25th Day of Lent
Beloved. Any honest reading or hearing of the Passion account, especially tonight’s, will lead a person to the conviction that Jesus was innocent of any of the charges –and, of course, knowing all of Scripture and who Jesus is, we know that Jesus is the holy and sinless God Himself who cannot sin—but how many times is Jesus’ innocence proclaimed in tonight’s reading? Pilate told the Jews after examining Jesus: I have found in this man no basis for the charges you are bringing against Him. Herod did not either…See, He has done nothing worthy of death. Pilate’s wife told him: Have nothing to do with that righteous man. Pilate asked the crowd screaming for Jesus’ blood: Why? What has He done wrong? When they continued shouting to crucify Jesus, Pilate responded: Why what evil has He done? I found no grounds for sentencing Him to death. After Jesus was beaten and mocked and Pilate had Him brought before the crowds, he said: Look, I am bringing Him out to you to let you know that I find no basis for a charge against Him. When the Jews agitated the crowds to demand Jesus be crucified, Pilate again told them: Take Him yourselves and crucify Him, for I find no basis for a charge against Him. And then there was Pilate’s great act of declaring Jesus’ innocence: He took water, washed his hands in front of the crowd, and said, “I am innocent of this righteous man’s blood. It is your responsibility.” So here is Jesus—an innocent man, a man recognized as righteous by two heathen Romans—sentenced and condemned to death. Seven times Jesus’ innocence, even His righteousness was proclaimed, and yet He is still condemned and sentenced to death. And that’s where we have that very sad and ominous sounding first verse of our text: and they led Him out to crucify Him.

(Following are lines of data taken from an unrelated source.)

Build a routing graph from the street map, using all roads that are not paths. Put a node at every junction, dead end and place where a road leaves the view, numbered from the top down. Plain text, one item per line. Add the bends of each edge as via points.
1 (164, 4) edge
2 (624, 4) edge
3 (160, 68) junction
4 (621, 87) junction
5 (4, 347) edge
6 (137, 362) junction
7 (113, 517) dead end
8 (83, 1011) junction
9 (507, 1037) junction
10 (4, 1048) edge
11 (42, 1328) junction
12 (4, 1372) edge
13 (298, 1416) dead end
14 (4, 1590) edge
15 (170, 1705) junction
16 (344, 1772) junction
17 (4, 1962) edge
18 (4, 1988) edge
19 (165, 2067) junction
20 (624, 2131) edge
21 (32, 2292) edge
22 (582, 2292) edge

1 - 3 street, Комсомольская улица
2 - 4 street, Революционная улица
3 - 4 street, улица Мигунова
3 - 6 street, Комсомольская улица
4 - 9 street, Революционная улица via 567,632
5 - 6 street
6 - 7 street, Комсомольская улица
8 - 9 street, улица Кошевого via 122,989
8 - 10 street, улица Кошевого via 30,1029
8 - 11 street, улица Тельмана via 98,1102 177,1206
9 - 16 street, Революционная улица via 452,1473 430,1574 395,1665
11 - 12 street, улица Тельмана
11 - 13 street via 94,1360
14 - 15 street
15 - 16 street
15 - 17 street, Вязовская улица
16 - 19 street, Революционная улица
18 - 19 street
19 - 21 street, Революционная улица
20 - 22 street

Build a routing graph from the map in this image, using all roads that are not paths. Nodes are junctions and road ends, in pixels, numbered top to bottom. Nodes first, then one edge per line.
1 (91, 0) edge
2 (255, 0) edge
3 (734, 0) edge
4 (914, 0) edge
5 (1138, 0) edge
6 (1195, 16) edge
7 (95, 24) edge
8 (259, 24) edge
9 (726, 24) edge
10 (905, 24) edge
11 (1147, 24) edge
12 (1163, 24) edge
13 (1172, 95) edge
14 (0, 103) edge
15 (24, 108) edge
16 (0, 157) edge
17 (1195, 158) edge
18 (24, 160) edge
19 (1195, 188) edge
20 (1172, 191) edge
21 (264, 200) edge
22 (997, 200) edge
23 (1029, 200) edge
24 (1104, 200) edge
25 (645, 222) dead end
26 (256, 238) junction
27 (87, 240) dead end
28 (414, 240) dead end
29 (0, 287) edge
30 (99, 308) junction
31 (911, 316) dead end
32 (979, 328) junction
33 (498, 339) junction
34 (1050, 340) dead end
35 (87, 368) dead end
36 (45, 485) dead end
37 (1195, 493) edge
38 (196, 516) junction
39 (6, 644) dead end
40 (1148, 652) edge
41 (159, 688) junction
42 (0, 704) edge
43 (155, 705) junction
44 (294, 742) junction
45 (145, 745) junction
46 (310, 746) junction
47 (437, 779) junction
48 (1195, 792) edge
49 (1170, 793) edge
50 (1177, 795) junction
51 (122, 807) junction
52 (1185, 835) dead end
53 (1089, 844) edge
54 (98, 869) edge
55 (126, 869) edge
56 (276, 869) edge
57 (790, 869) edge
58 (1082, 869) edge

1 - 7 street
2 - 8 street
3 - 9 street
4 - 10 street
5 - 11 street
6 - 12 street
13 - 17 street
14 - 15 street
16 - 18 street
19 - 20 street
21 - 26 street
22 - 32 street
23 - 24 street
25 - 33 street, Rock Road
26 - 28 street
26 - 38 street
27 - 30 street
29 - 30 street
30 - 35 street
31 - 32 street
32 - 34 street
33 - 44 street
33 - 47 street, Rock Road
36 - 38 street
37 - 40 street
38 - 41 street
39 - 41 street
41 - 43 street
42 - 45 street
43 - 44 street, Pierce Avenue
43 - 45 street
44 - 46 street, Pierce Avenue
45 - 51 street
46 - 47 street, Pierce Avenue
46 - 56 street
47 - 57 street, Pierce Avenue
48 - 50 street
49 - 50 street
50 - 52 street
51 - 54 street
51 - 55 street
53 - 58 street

The order was given: Ibis ad crucem! Away to the cross! And as the Roman soldiers were leading Jesus out of the city in order to crucify Him, Jesus was carrying His cross. This was the last bitter part of the Lord’s path that would lead, in the end, to our salvation. What a scene we have here—Jesus is carrying His own instrument of torture and death to His place of torment and execution. Jesus winds His way through the city and goes out of the city gates. Who can even begin to imagine what the holy, sinless Son of God is enduring, physically and in His soul? The salvation of the world is so close but yet, the greatest agonies are just ahead. And as the very God Himself, Jesus knows that. He knows not only the physical sufferings that await Him—most people would have some sort of inkling of that, but probably not to the fullest extent of its agony—but He knows that on the cross the agonies of hell await as He will be forsaken by the Father. But what is Jesus doing? He is patiently and willingly bearing the cross. Patiently and willingly He is enduring this great shame and suffering. As we see Jesus carrying the cross to that place of torture and execution, we are seeing something that He is willingly doing for us and our salvation. Remember, with a single word in the Garden at His arrest, He felled the soldiers. He is still the same almighty God. These events, what He is enduring, are not things done to Him outside of His control. Instead, as the almighty God, He is allowing, patiently enduring them; He is willingly enduring them—for us and for our salvation.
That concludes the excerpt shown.